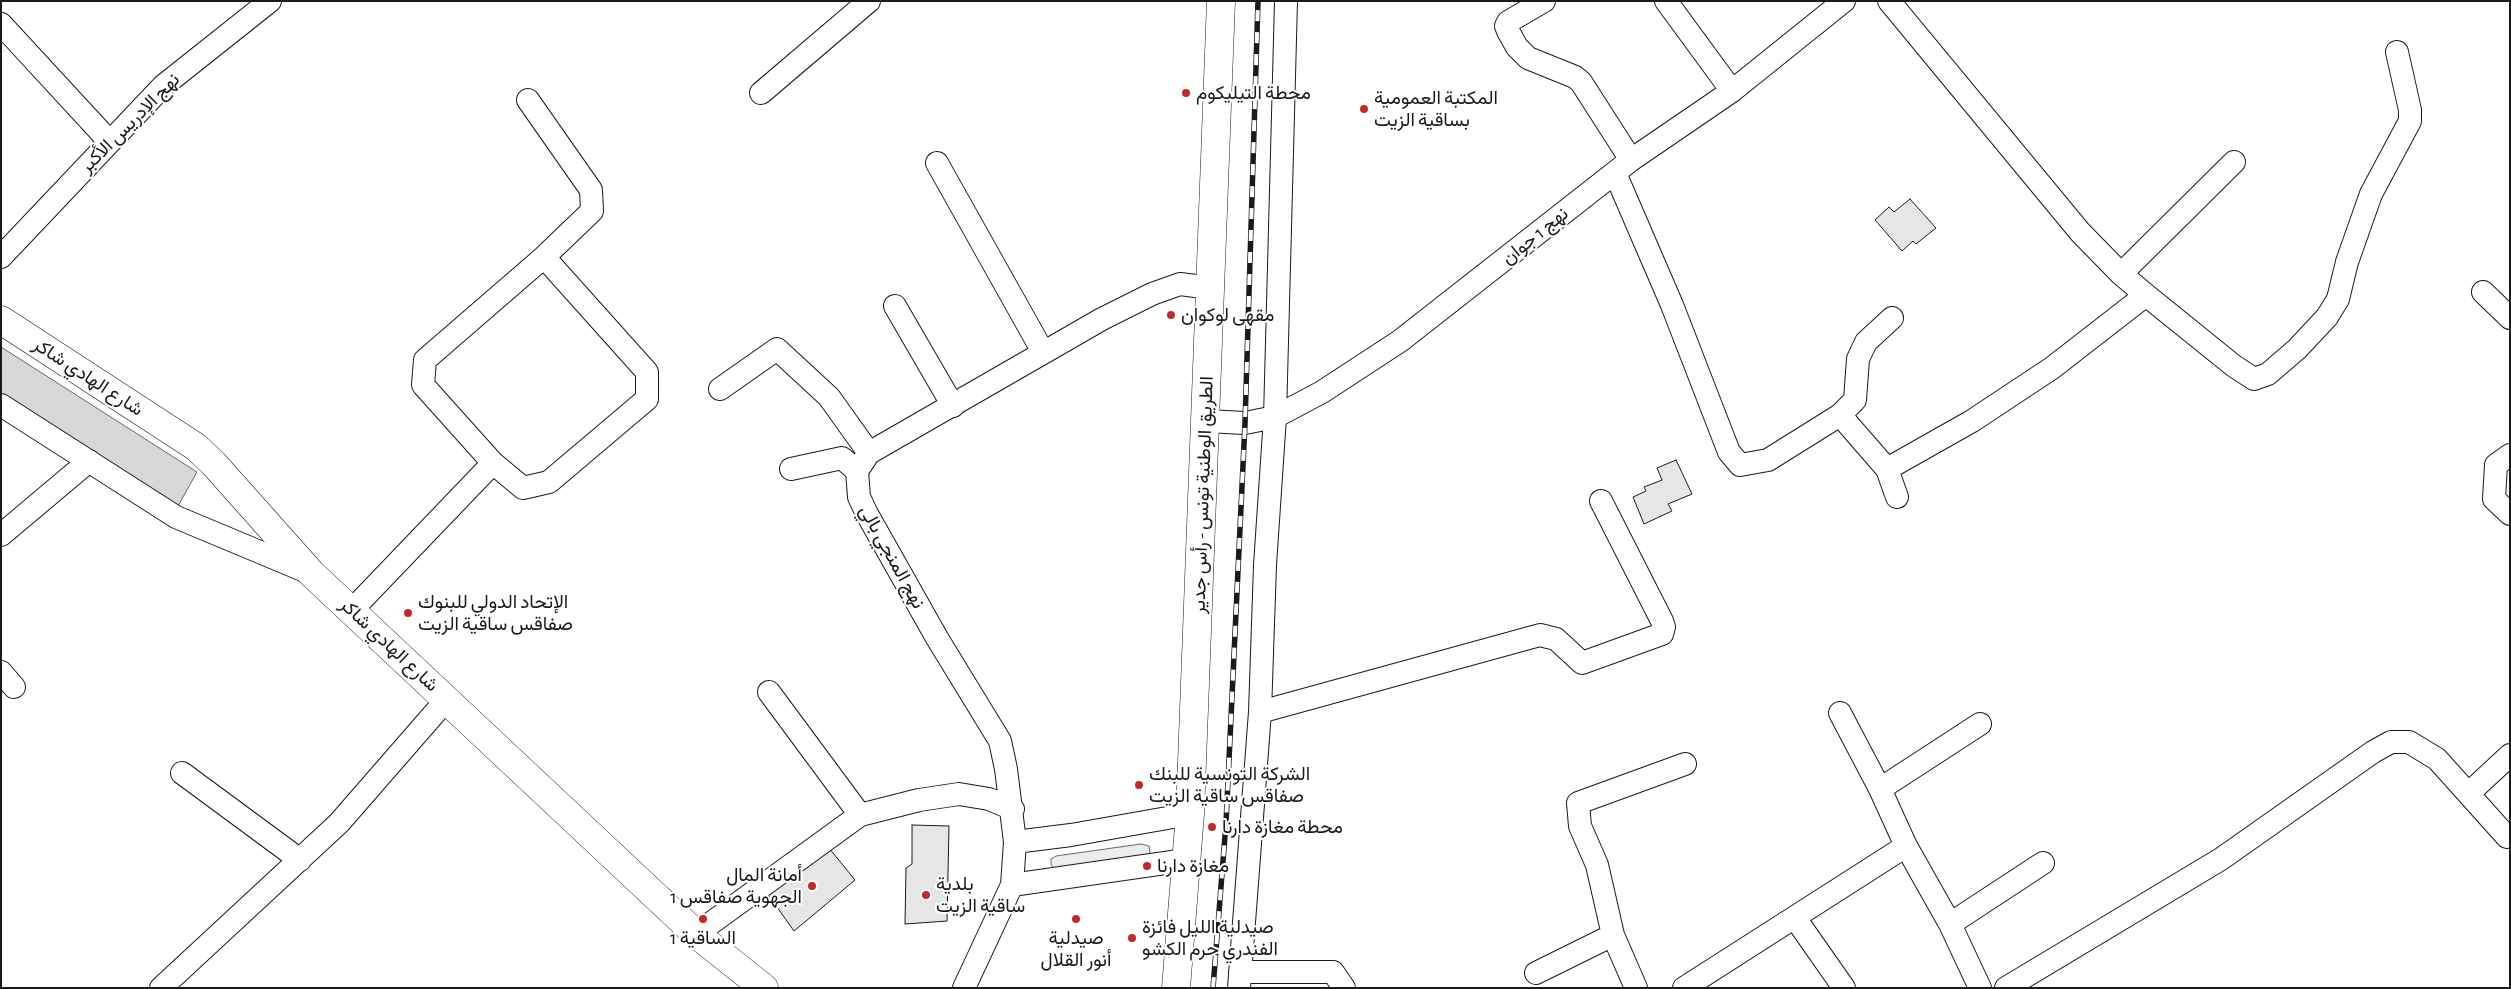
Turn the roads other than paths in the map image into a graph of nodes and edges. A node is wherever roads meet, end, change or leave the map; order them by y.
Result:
1 (270, 1) edge
2 (869, 1) edge
3 (1221, 1) edge
4 (1286, 1) edge
5 (1544, 1) edge
6 (1666, 1) edge
7 (1844, 1) edge
8 (1889, 1) edge
9 (1, 24) edge
10 (2397, 52) dead end
11 (1732, 91) junction
12 (761, 93) dead end
13 (528, 100) dead end
14 (109, 142) junction
15 (2234, 162) dead end
16 (937, 163) dead end
17 (1623, 166) junction
18 (544, 256) junction
19 (1, 257) edge
20 (2121, 274) junction
21 (1211, 288) junction
22 (2483, 292) dead end
23 (2146, 294) junction
24 (895, 306) dead end
25 (1892, 318) dead end
26 (2510, 318) edge
27 (1, 320) edge
28 (1043, 352) junction
29 (720, 389) dead end
30 (1, 405) edge
31 (954, 406) junction
32 (1840, 415) junction
33 (1275, 417) junction
34 (1206, 421) junction
35 (2510, 455) edge
36 (89, 461) junction
37 (863, 462) junction
38 (493, 463) junction
39 (791, 469) dead end
40 (1887, 469) junction
41 (1897, 497) dead end
42 (1601, 501) dead end
43 (2510, 514) edge
44 (1, 535) edge
45 (311, 573) junction
46 (352, 610) junction
47 (769, 692) dead end
48 (447, 699) junction
49 (1260, 712) junction
50 (1840, 713) dead end
51 (1980, 724) dead end
52 (2510, 755) edge
53 (1685, 764) dead end
54 (182, 773) dead end
55 (1880, 789) junction
56 (2469, 794) junction
57 (1013, 809) junction
58 (1190, 814) junction
59 (860, 815) junction
60 (2507, 837) dead end
61 (1015, 842) junction
62 (1906, 846) junction
63 (300, 860) junction
64 (1186, 860) junction
65 (2044, 863) dead end
66 (1012, 885) junction
67 (1795, 918) junction
68 (1950, 924) junction
69 (696, 934) junction
70 (1613, 935) junction
71 (1536, 973) dead end
72 (1240, 980) edge
73 (1711, 981) edge
74 (161, 988) edge
75 (764, 988) edge
76 (964, 988) edge
77 (1176, 988) edge
78 (1344, 988) edge
79 (1636, 988) edge
80 (1684, 988) edge
81 (1844, 988) edge
82 (1980, 988) edge
83 (2006, 988) edge

1 - 14 street, نهج الإدريس الأكبر
2 - 12 street
3 - 21 main road, الطريق الوطنية تونس - رأس جدير
4 - 33 street
5 - 17 street
6 - 11 street
7 - 11 street, نهج 1 جوان
8 - 20 street
9 - 14 street
10 - 23 street
11 - 17 street, نهج 1 جوان
13 - 18 street
14 - 19 street, نهج الإدريس الأكبر
15 - 20 street
16 - 28 street
17 - 32 street
17 - 33 street, نهج 1 جوان
18 - 38 street
18 - 38 street
20 - 23 street
21 - 28 street
21 - 34 main road, الطريق الوطنية تونس - رأس جدير
22 - 26 street
23 - 40 street
24 - 31 street
25 - 32 street
27 - 45 main road, شارع الهادي شاكر
28 - 31 street
29 - 37 street
30 - 36 street
31 - 37 street
32 - 40 street
33 - 34 street, نهج 1 جوان
33 - 49 street
34 - 58 main road, الطريق الوطنية تونس - رأس جدير
35 - 43 street
36 - 44 street
36 - 45 street
37 - 39 street
37 - 57 street, نهج المنجي بالي
38 - 46 street
40 - 41 street
42 - 49 street
45 - 46 main road, شارع الهادي شاكر
46 - 48 main road, شارع الهادي شاكر
47 - 59 street
48 - 63 street
48 - 69 main road, شارع الهادي شاكر
49 - 72 street
50 - 55 street
51 - 55 street
52 - 56 street
53 - 70 street
54 - 63 street
55 - 62 street
56 - 60 street
56 - 83 street
57 - 59 street
57 - 61 street, نهج المنجي بالي
58 - 61 street
58 - 64 main road, الطريق الوطنية تونس - رأس جدير
59 - 69 street
61 - 66 street, نهج المنجي بالي
62 - 67 street
62 - 68 street
63 - 74 street
64 - 66 street
64 - 77 main road, الطريق الوطنية تونس - رأس جدير
65 - 68 street
66 - 76 street, نهج المنجي بالي
67 - 73 street
67 - 81 street
68 - 82 street
69 - 75 main road, شارع الهادي شاكر
70 - 71 street
70 - 79 street
72 - 78 street
73 - 80 street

++++++++

Write out the entries again, exactly as given, skipping any images.

[Answer box]
Turn the roads other than paths in the map image into a graph of nodes and edges. A node is wherever roads meet, end, change or leave the map; order them by y.
Result:
1 (270, 1) edge
2 (869, 1) edge
3 (1221, 1) edge
4 (1286, 1) edge
5 (1544, 1) edge
6 (1666, 1) edge
7 (1844, 1) edge
8 (1889, 1) edge
9 (1, 24) edge
10 (2397, 52) dead end
11 (1732, 91) junction
12 (761, 93) dead end
13 (528, 100) dead end
14 (109, 142) junction
15 (2234, 162) dead end
16 (937, 163) dead end
17 (1623, 166) junction
18 (544, 256) junction
19 (1, 257) edge
20 (2121, 274) junction
21 (1211, 288) junction
22 (2483, 292) dead end
23 (2146, 294) junction
24 (895, 306) dead end
25 (1892, 318) dead end
26 (2510, 318) edge
27 (1, 320) edge
28 (1043, 352) junction
29 (720, 389) dead end
30 (1, 405) edge
31 (954, 406) junction
32 (1840, 415) junction
33 (1275, 417) junction
34 (1206, 421) junction
35 (2510, 455) edge
36 (89, 461) junction
37 (863, 462) junction
38 (493, 463) junction
39 (791, 469) dead end
40 (1887, 469) junction
41 (1897, 497) dead end
42 (1601, 501) dead end
43 (2510, 514) edge
44 (1, 535) edge
45 (311, 573) junction
46 (352, 610) junction
47 (769, 692) dead end
48 (447, 699) junction
49 (1260, 712) junction
50 (1840, 713) dead end
51 (1980, 724) dead end
52 (2510, 755) edge
53 (1685, 764) dead end
54 (182, 773) dead end
55 (1880, 789) junction
56 (2469, 794) junction
57 (1013, 809) junction
58 (1190, 814) junction
59 (860, 815) junction
60 (2507, 837) dead end
61 (1015, 842) junction
62 (1906, 846) junction
63 (300, 860) junction
64 (1186, 860) junction
65 (2044, 863) dead end
66 (1012, 885) junction
67 (1795, 918) junction
68 (1950, 924) junction
69 (696, 934) junction
70 (1613, 935) junction
71 (1536, 973) dead end
72 (1240, 980) edge
73 (1711, 981) edge
74 (161, 988) edge
75 (764, 988) edge
76 (964, 988) edge
77 (1176, 988) edge
78 (1344, 988) edge
79 (1636, 988) edge
80 (1684, 988) edge
81 (1844, 988) edge
82 (1980, 988) edge
83 (2006, 988) edge

1 - 14 street, نهج الإدريس الأكبر
2 - 12 street
3 - 21 main road, الطريق الوطنية تونس - رأس جدير
4 - 33 street
5 - 17 street
6 - 11 street
7 - 11 street, نهج 1 جوان
8 - 20 street
9 - 14 street
10 - 23 street
11 - 17 street, نهج 1 جوان
13 - 18 street
14 - 19 street, نهج الإدريس الأكبر
15 - 20 street
16 - 28 street
17 - 32 street
17 - 33 street, نهج 1 جوان
18 - 38 street
18 - 38 street
20 - 23 street
21 - 28 street
21 - 34 main road, الطريق الوطنية تونس - رأس جدير
22 - 26 street
23 - 40 street
24 - 31 street
25 - 32 street
27 - 45 main road, شارع الهادي شاكر
28 - 31 street
29 - 37 street
30 - 36 street
31 - 37 street
32 - 40 street
33 - 34 street, نهج 1 جوان
33 - 49 street
34 - 58 main road, الطريق الوطنية تونس - رأس جدير
35 - 43 street
36 - 44 street
36 - 45 street
37 - 39 street
37 - 57 street, نهج المنجي بالي
38 - 46 street
40 - 41 street
42 - 49 street
45 - 46 main road, شارع الهادي شاكر
46 - 48 main road, شارع الهادي شاكر
47 - 59 street
48 - 63 street
48 - 69 main road, شارع الهادي شاكر
49 - 72 street
50 - 55 street
51 - 55 street
52 - 56 street
53 - 70 street
54 - 63 street
55 - 62 street
56 - 60 street
56 - 83 street
57 - 59 street
57 - 61 street, نهج المنجي بالي
58 - 61 street
58 - 64 main road, الطريق الوطنية تونس - رأس جدير
59 - 69 street
61 - 66 street, نهج المنجي بالي
62 - 67 street
62 - 68 street
63 - 74 street
64 - 66 street
64 - 77 main road, الطريق الوطنية تونس - رأس جدير
65 - 68 street
66 - 76 street, نهج المنجي بالي
67 - 73 street
67 - 81 street
68 - 82 street
69 - 75 main road, شارع الهادي شاكر
70 - 71 street
70 - 79 street
72 - 78 street
73 - 80 street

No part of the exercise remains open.